Start of Records for the exercise

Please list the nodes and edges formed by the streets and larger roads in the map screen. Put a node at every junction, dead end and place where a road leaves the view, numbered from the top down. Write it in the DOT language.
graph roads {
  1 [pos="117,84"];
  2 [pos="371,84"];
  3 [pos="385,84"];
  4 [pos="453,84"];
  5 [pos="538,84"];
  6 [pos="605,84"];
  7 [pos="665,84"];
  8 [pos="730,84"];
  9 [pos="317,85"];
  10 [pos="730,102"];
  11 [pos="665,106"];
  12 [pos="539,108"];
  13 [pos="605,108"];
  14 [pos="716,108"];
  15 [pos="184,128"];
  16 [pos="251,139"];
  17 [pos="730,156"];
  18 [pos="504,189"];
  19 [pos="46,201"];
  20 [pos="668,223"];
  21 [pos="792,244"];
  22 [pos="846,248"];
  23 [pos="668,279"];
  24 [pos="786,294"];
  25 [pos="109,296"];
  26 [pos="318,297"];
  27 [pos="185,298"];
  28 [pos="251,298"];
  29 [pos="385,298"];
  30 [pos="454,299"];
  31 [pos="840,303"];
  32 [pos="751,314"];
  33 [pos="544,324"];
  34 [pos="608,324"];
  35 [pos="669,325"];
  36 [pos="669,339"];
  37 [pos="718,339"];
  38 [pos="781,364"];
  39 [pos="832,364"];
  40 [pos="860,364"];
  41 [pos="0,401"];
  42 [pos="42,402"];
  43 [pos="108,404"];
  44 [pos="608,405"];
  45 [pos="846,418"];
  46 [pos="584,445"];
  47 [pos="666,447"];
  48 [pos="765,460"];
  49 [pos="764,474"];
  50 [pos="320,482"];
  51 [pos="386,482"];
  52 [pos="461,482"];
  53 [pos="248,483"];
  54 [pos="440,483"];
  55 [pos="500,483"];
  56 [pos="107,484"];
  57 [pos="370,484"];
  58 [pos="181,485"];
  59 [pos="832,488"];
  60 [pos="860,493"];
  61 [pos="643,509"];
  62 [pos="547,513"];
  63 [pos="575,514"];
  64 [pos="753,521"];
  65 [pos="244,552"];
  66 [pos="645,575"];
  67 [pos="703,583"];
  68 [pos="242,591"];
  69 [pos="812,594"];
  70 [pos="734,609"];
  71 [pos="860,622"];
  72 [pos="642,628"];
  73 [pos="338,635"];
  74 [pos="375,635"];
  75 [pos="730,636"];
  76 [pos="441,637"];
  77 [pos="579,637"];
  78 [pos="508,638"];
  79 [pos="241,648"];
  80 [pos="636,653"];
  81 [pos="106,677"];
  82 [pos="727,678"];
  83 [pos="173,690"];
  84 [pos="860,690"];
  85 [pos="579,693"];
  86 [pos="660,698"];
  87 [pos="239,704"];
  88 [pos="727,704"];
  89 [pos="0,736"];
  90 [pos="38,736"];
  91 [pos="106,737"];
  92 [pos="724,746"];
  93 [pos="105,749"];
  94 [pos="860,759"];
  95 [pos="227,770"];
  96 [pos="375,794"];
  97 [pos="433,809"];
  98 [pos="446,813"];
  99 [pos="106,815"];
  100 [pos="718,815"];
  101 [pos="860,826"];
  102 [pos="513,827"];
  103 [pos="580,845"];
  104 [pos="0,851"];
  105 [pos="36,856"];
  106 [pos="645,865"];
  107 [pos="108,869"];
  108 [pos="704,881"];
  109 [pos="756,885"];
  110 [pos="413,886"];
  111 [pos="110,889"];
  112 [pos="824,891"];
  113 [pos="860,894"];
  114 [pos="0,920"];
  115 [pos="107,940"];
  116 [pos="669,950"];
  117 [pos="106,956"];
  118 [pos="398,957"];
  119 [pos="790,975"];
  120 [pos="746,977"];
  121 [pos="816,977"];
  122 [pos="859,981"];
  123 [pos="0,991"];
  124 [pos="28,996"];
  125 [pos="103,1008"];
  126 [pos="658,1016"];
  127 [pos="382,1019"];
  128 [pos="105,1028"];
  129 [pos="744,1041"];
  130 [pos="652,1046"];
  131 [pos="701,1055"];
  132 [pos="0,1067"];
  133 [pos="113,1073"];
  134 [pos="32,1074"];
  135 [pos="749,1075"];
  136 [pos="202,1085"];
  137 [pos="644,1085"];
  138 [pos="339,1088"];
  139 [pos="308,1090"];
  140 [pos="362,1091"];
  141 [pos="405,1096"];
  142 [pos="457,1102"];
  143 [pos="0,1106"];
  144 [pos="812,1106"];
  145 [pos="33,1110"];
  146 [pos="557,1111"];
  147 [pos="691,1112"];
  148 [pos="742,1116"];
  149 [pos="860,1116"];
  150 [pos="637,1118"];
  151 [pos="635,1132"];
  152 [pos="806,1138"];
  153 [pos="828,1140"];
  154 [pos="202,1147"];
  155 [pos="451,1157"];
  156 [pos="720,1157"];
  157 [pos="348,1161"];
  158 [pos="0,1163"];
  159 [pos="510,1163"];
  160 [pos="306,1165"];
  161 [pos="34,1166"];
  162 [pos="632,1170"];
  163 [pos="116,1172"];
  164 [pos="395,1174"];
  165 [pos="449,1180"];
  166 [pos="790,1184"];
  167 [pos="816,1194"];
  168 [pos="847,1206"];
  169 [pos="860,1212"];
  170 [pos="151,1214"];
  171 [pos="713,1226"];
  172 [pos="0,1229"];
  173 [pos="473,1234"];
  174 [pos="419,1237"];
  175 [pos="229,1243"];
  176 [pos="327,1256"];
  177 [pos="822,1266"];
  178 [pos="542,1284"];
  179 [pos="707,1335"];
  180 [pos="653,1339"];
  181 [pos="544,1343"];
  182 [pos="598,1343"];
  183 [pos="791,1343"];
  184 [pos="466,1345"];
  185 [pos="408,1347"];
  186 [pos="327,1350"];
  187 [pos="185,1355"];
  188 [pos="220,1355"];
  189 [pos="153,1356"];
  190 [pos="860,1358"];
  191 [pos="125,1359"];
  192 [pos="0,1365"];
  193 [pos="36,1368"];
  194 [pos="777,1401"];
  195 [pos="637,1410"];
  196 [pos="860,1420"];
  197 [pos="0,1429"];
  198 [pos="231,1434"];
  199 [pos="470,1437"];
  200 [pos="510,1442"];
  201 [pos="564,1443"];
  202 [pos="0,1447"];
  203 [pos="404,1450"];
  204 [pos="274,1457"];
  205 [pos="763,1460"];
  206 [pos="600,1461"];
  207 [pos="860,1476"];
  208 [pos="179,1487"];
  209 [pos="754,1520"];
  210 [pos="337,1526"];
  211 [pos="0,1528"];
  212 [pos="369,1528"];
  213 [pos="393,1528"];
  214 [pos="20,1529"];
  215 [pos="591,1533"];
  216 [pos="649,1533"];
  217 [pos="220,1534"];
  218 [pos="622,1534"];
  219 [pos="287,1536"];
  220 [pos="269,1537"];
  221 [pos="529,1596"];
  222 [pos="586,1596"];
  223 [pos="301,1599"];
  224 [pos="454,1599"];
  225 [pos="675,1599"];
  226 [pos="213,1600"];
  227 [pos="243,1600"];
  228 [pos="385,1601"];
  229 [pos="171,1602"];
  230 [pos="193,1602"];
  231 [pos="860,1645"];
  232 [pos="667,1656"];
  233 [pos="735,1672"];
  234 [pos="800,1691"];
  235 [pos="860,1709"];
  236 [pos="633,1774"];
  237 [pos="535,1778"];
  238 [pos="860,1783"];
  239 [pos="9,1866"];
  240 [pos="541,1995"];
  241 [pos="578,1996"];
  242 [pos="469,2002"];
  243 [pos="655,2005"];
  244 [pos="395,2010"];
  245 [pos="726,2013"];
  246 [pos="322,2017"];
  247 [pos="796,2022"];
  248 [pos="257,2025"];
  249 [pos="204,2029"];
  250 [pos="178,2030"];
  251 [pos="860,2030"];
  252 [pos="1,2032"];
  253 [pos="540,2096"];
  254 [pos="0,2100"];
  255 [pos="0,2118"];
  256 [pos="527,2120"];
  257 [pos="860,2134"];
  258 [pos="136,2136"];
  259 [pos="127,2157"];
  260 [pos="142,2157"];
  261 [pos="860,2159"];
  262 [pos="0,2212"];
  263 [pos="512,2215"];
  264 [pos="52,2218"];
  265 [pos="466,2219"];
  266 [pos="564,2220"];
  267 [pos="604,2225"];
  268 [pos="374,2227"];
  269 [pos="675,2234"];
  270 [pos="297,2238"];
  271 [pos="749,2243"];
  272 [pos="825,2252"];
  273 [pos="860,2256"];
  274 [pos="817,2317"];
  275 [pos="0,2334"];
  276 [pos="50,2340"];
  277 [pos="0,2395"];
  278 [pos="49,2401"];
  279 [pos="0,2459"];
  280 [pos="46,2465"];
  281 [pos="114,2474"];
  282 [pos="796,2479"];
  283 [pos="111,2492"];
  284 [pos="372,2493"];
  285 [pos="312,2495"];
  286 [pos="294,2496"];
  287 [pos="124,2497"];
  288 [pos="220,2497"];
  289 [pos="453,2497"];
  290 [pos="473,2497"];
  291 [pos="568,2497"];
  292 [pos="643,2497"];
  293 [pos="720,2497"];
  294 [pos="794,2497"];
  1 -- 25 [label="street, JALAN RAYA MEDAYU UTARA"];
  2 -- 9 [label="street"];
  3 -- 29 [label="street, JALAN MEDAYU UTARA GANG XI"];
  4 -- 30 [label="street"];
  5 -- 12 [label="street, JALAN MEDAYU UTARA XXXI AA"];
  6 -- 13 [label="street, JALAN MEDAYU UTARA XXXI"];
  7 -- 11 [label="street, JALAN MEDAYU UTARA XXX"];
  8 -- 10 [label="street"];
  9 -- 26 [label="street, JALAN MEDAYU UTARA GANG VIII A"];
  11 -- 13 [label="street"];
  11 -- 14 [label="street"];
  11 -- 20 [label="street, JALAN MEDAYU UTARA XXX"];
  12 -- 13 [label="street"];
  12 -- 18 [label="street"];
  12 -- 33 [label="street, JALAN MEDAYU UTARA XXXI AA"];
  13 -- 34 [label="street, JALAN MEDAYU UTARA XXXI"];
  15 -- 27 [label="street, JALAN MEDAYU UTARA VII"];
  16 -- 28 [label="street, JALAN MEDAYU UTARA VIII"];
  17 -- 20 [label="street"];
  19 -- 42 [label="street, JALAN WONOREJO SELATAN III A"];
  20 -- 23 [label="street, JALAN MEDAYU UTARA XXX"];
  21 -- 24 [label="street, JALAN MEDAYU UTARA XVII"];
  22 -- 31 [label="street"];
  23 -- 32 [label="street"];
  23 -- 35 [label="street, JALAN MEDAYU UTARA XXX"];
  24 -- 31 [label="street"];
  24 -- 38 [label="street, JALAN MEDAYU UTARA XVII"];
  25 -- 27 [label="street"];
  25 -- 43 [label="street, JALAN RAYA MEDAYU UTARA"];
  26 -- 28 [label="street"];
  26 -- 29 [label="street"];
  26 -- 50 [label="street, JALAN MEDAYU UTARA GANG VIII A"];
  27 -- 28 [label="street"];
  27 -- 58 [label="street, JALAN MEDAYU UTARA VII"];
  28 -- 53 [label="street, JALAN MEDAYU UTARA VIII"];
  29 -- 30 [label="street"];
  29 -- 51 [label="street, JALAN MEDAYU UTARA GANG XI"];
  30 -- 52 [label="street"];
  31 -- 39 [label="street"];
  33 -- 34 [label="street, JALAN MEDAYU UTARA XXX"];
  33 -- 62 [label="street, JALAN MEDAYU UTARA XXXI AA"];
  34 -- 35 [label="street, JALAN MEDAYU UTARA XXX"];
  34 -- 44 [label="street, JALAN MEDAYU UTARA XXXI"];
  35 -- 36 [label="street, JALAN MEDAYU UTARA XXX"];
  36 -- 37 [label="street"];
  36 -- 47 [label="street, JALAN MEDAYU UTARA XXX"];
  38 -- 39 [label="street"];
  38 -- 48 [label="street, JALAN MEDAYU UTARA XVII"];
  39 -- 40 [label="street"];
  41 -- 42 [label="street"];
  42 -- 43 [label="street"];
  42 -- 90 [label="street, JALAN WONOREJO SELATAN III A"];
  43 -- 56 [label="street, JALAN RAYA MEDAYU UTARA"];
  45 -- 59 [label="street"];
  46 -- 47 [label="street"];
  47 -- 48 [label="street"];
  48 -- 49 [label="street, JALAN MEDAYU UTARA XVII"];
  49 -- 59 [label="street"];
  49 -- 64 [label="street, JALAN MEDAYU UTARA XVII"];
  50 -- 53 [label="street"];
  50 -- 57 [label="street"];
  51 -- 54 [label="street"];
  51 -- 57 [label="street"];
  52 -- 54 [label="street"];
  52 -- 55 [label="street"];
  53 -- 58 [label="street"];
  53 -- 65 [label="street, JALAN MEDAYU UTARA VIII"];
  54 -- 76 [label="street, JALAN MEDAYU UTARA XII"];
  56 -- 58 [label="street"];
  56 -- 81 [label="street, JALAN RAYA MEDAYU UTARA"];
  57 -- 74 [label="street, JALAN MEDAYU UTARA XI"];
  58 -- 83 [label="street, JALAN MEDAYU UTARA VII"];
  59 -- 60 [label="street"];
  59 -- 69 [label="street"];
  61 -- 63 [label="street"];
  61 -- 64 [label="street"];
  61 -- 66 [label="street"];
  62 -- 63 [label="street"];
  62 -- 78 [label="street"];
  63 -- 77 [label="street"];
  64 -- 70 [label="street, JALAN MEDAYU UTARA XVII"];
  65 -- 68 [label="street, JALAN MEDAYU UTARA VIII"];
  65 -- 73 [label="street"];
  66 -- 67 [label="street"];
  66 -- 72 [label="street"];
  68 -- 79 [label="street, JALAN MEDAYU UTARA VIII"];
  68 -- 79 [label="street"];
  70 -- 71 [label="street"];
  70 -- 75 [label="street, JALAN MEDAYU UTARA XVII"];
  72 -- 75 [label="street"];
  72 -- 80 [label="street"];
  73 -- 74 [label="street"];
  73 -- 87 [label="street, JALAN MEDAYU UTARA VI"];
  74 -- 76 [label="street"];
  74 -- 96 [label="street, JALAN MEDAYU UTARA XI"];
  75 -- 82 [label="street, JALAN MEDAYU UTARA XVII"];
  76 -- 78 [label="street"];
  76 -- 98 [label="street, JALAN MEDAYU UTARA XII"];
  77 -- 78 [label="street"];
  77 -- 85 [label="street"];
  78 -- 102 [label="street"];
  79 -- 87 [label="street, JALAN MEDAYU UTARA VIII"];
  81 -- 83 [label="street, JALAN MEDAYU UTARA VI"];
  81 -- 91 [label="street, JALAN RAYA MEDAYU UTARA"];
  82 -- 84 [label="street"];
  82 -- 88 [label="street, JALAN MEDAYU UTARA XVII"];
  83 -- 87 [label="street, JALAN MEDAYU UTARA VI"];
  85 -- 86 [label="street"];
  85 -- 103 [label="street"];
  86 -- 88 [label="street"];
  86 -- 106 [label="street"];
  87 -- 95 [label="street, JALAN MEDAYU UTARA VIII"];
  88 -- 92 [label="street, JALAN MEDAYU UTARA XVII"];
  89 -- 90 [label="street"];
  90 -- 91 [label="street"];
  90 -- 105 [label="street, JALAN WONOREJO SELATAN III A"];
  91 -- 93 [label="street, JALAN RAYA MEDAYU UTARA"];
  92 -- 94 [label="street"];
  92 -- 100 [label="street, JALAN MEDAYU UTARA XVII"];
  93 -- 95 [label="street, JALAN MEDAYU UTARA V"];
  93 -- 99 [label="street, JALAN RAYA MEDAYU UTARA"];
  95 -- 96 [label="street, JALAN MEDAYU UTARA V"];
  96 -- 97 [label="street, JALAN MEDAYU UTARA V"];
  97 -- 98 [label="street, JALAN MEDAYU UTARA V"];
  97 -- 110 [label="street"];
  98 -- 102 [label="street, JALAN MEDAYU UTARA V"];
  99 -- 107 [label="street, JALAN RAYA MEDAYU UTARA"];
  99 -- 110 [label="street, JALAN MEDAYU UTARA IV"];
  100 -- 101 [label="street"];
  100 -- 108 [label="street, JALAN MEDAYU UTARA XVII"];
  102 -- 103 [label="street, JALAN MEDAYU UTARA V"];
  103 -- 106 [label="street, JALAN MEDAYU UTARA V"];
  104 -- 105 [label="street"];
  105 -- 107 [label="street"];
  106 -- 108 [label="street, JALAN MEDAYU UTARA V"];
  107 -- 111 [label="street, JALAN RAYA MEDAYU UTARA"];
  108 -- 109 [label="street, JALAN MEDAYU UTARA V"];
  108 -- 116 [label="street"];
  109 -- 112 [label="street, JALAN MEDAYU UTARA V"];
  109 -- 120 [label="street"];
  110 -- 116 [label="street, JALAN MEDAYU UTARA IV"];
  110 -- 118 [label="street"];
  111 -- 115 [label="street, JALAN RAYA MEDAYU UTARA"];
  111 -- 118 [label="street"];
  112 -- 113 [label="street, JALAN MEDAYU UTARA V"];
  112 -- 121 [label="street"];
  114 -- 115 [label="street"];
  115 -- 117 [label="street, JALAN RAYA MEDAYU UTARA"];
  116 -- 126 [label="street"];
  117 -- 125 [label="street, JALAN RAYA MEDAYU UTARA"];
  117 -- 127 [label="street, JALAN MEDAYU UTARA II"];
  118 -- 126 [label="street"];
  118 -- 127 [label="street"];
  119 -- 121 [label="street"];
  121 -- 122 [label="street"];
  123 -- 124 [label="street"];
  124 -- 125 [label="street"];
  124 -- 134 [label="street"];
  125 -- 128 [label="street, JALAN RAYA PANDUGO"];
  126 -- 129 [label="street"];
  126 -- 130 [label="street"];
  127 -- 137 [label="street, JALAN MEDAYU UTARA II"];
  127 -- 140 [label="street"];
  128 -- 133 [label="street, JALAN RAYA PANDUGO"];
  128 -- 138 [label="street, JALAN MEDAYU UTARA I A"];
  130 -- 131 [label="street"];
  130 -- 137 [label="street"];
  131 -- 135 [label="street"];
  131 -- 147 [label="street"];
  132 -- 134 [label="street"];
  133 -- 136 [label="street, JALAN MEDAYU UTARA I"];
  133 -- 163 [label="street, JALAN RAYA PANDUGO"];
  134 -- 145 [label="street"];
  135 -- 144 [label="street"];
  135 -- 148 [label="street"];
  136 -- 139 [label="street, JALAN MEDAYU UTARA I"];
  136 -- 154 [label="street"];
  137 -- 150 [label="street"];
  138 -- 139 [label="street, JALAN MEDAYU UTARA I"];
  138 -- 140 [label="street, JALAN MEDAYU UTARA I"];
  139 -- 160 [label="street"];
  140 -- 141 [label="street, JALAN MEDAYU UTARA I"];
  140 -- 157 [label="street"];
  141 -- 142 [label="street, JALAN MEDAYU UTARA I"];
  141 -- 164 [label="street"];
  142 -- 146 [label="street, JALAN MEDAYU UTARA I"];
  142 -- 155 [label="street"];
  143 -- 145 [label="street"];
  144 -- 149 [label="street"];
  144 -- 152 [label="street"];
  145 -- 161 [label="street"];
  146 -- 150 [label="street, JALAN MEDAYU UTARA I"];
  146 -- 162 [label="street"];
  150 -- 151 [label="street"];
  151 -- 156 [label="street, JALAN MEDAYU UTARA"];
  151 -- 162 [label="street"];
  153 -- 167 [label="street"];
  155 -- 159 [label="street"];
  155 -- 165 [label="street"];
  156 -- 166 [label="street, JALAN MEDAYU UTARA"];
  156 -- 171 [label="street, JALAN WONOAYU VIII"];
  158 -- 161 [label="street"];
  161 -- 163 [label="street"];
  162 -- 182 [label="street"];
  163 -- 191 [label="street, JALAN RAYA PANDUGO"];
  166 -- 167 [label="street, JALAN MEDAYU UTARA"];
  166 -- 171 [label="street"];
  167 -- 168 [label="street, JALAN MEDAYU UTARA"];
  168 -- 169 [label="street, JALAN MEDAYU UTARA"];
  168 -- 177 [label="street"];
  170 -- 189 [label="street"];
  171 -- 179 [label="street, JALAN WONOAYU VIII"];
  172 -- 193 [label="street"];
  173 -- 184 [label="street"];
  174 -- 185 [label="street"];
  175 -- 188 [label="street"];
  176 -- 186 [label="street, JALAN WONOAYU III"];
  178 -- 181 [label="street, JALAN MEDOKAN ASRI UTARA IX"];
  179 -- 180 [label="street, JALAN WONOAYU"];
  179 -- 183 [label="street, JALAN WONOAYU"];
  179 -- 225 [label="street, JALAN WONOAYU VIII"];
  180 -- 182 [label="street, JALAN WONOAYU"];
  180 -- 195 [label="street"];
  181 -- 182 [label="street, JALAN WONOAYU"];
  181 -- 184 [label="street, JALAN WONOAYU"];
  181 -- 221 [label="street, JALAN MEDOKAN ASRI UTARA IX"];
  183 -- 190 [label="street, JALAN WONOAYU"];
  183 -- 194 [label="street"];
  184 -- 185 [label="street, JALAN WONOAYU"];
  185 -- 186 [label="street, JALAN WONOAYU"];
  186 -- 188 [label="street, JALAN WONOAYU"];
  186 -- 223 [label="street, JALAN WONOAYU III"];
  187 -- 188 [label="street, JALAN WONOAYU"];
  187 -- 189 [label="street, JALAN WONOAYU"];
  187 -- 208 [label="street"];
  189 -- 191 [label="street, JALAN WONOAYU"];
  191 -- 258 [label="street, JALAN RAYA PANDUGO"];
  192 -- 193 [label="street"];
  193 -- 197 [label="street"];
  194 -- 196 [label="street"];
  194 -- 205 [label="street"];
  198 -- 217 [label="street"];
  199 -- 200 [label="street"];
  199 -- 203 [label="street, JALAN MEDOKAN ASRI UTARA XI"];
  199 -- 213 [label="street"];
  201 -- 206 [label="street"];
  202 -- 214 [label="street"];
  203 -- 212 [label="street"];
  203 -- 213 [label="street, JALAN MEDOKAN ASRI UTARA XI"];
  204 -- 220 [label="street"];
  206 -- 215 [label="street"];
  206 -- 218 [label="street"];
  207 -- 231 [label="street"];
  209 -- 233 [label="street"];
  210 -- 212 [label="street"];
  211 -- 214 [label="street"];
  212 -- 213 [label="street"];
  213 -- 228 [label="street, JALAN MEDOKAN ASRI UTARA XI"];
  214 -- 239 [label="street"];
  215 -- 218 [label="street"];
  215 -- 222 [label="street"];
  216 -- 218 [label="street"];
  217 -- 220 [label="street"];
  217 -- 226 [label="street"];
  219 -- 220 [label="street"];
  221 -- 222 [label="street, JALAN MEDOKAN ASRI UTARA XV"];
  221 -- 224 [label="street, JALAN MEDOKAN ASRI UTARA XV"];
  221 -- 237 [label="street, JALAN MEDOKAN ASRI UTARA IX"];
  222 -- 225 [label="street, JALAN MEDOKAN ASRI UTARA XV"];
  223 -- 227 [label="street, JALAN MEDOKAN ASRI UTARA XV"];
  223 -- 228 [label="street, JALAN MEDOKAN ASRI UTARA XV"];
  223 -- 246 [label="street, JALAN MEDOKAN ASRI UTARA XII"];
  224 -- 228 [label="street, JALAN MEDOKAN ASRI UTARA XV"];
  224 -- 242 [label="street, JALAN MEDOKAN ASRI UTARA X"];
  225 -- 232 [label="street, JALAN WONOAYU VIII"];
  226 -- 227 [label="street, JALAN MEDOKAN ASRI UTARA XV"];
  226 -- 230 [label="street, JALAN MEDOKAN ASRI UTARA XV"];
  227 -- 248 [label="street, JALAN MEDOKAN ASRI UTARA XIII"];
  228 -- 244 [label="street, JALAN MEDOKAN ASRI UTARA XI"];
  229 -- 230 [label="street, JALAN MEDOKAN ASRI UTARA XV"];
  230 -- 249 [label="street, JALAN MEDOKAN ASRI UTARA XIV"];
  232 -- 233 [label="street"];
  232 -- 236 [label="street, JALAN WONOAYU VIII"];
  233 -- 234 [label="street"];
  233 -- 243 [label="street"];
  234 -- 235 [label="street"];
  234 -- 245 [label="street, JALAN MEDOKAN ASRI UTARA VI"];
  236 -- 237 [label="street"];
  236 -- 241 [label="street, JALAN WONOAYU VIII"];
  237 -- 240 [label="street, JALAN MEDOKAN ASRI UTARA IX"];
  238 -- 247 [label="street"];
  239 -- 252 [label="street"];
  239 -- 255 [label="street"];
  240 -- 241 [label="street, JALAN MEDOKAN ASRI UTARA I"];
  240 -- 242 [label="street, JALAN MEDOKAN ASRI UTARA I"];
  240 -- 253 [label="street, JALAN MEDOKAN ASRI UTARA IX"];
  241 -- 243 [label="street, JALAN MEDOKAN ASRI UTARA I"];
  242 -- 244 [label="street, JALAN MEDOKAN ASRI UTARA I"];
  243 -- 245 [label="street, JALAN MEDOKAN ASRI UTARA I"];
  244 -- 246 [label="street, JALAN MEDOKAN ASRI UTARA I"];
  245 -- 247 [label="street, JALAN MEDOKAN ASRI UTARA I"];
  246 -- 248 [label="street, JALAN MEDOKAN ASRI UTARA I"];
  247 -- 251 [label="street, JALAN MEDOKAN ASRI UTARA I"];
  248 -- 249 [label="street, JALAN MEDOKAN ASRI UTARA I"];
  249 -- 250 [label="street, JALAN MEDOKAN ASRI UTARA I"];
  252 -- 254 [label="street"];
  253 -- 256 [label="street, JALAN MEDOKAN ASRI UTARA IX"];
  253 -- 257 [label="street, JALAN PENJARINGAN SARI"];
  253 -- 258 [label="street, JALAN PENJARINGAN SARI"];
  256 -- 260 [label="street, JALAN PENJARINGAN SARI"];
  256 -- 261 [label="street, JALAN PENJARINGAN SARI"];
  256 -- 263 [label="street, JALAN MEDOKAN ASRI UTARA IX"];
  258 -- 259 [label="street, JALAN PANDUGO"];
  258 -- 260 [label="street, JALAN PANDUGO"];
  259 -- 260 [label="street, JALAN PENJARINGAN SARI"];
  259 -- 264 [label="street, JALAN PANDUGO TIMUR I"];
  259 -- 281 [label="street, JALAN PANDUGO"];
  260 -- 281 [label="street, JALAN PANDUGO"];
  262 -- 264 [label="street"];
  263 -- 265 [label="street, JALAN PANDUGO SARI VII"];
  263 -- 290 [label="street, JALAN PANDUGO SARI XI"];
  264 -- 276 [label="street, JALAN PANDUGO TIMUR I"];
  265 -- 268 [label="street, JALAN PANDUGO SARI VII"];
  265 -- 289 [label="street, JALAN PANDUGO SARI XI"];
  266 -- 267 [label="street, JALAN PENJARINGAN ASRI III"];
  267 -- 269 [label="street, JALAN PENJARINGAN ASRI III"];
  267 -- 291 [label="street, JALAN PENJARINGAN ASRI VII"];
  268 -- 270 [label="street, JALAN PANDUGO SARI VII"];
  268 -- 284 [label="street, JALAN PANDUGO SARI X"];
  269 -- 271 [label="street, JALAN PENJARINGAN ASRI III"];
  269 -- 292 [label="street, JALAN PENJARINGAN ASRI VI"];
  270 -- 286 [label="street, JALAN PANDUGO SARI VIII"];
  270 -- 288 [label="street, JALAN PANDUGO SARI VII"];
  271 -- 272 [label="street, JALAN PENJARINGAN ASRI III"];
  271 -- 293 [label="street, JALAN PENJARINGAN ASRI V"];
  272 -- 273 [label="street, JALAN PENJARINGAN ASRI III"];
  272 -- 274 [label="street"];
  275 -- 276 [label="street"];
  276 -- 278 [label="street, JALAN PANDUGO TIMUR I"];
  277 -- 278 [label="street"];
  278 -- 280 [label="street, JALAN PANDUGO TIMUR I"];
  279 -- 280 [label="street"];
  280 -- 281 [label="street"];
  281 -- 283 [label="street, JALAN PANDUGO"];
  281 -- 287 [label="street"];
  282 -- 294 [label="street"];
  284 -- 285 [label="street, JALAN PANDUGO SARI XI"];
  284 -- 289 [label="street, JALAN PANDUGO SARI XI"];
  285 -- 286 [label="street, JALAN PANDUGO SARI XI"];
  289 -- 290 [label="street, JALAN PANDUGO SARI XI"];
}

End of Records for the exercise

### Work required
Wherever the word "SELATAN" occurs in the data above, copy the line it sits in.

### Response below
  19 -- 42 [label="street, JALAN WONOREJO SELATAN III A"];
  42 -- 90 [label="street, JALAN WONOREJO SELATAN III A"];
  90 -- 105 [label="street, JALAN WONOREJO SELATAN III A"];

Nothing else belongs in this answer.